Well, in real code you aren’t going to be performing reflection in the same function where you create an object. By passing an interface{} argument, we manage to completely bypass all type safety, meaning our example will be forced to rely on reflection. In real code, of course, you’d ideally narrow the scope a bit with a more specific interface.

In addition, by putting the reflection code in a function we can call it twice:

reflectOn(t)
reflectOn(&t)

Now we can make sure our code deals with structs passed by reference as well as by value, and we can demonstrate the important difference that makes, concerning whether you can change the fields of the struct.

So, what is a function argument really?

Recall that unlike (say) Java, Go is all about interfaces, not classes. A given object (struct) can implement any number of interfaces, just by providing the right methods. Object oriented programming is done via composition, rather than a class hierarchy.

So when you define a function in Go which operates on objects, you specify the interface which the objects must implement in order to be acceptable to the function. Our function takes an argument of type interface{}. That’s the empty interface, one with no methods specified, so as per the spec absolutely anything implements it — even a primitive type such as an int.

So our function accepts objects with any interface type. What it receives is an interface value in an interface variable.

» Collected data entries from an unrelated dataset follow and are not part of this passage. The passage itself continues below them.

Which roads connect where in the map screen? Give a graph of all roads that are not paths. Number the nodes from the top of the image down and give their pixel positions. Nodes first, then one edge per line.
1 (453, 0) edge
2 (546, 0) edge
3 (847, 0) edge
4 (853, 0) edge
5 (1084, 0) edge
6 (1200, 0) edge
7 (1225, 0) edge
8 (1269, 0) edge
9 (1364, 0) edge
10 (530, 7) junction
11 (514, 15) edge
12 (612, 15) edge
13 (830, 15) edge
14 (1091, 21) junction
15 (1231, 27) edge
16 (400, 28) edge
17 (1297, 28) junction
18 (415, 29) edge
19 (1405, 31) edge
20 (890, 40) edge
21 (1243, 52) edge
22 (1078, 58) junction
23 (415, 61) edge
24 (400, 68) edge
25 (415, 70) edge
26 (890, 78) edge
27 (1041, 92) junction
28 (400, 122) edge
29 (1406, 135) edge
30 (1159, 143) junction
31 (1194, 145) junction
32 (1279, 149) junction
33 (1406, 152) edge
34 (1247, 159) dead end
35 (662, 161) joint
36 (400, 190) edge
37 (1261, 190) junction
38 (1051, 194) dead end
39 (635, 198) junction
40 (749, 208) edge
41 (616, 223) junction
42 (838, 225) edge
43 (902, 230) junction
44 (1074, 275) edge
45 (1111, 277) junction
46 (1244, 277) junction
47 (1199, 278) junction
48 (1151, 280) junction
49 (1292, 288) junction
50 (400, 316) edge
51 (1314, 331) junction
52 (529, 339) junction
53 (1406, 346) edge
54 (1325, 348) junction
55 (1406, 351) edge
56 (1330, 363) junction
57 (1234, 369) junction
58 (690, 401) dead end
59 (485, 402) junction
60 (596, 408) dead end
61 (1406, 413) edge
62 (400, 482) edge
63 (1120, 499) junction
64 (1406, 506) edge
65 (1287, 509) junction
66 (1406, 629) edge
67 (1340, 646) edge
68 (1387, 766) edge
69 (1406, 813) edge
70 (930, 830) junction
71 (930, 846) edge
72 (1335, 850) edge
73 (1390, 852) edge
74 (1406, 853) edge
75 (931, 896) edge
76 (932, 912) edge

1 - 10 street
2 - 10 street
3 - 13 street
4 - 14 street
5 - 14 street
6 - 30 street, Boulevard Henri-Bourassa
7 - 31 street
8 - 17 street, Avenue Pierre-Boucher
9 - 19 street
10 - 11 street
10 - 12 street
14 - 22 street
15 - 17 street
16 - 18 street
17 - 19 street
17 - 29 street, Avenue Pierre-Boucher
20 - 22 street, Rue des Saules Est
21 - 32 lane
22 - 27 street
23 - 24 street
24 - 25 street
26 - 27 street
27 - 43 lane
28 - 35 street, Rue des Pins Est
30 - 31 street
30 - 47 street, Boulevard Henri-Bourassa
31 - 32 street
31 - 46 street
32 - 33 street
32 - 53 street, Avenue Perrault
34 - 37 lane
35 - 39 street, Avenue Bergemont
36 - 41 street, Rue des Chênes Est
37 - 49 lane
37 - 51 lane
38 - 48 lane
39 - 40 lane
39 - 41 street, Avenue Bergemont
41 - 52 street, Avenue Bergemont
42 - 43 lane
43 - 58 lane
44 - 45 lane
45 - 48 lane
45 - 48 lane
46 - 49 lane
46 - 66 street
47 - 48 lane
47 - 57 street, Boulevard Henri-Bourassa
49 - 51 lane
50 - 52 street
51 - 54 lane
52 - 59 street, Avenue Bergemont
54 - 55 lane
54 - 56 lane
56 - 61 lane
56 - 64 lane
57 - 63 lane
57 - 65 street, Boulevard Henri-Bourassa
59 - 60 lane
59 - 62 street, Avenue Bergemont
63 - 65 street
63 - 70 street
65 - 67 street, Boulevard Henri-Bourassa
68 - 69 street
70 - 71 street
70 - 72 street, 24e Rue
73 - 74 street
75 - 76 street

If you’ve read about the implementation of the Go type system or at least tried to digest The Laws of Reflection, you’ll know that an interface value in Go is a tuple consisting of a type descriptor (“this is a string”) and the type-dependent data representing the value.

So, the first step for our reflection function is to extract those two things:

ptyp := reflect.TypeOf(s) // a reflect.Type
pval := reflect.ValueOf(s) // a reflect.Value

Next we want to look at the type of thing we were passed, to make sure it’s what we expect. However, the Type we just extracted is the specific type of the value — a Person in this case. What we really want to know is whether it’s a struct, before we try to go looking at its fields. So we look at the Kind of the type, which we obtain from the Type by calling Kind().

You might want to try printing out the value of ptyp.Kind(). If you try it with the two function calls:

reflectOn(t)
reflectOn(&t)

…you will quickly discover that in the second case, the interface type’s Kind is Ptr. So although in Go you can often ignore the distinction between a struct and a pointer to a struct, when it comes to reflection the difference is exposed.

So our function needs to know how to deal with pointers and get at the thing pointed to. The reflect package provides a method Elem() which operates on a Value and dereferences to get the Value pointed at. A similar method does the same thing for the Type. So:

var typ reflect.Type
var val reflect.Value
if ptyp.Kind() == reflect.Ptr {
  fmt.Printf("Argument is a pointer, dereferencing.\n")
  typ = ptyp.Elem()
  val = pval.Elem()
} else {
  fmt.Printf("Argument is %s.%s, a %s.\n", ptyp.PkgPath(), ptyp.Name(),
    ptyp.Kind())
  typ = ptyp
  val = pval
}

At this point, our two new variables typ and val contain the Type and Value of the actual struct, whether we were given it as an actual value or via a pointer. Now we can make sure that it really is a struct:

if typ.Kind() != reflect.Struct {
  fmt.Printf("Not a struct.\n")
  return
}

If this seems like a lot of work, remember that in real code you would know whether you were going to call your function with a struct or a pointer to a struct and would just call Elem() or not (as appropriate) in the first line or two of code.

Next, let’s examine the key difference between passing a struct by value and passing it by reference:

if val.CanSet() {
  fmt.Printf("We can set values.\n")
} else {
  fmt.Printf("We cannot set values.\n")
}

If you try the code so far, you’ll discover that if your function call is reflectOn(t) then CanSet() will report that you can’t set values. If it’s reflectOn(&t), you can set values. If you learned programming by learning Java, this probably makes no sense to you at all, but it goes back to the invention of function calls in programming languages. A brief digression is in order. If you’re a C or C++ programmer, you can skip to the next section.

What is the stack?

Back in the 1950s, the programming language Algol 60 was being designed. One of its design goals was to support recursion. This meant allowing an unrestricted number of function calls — functions calling functions calling functions. To do this, Dijkstra invented the stack. (See: A Brief History Of The Stack.)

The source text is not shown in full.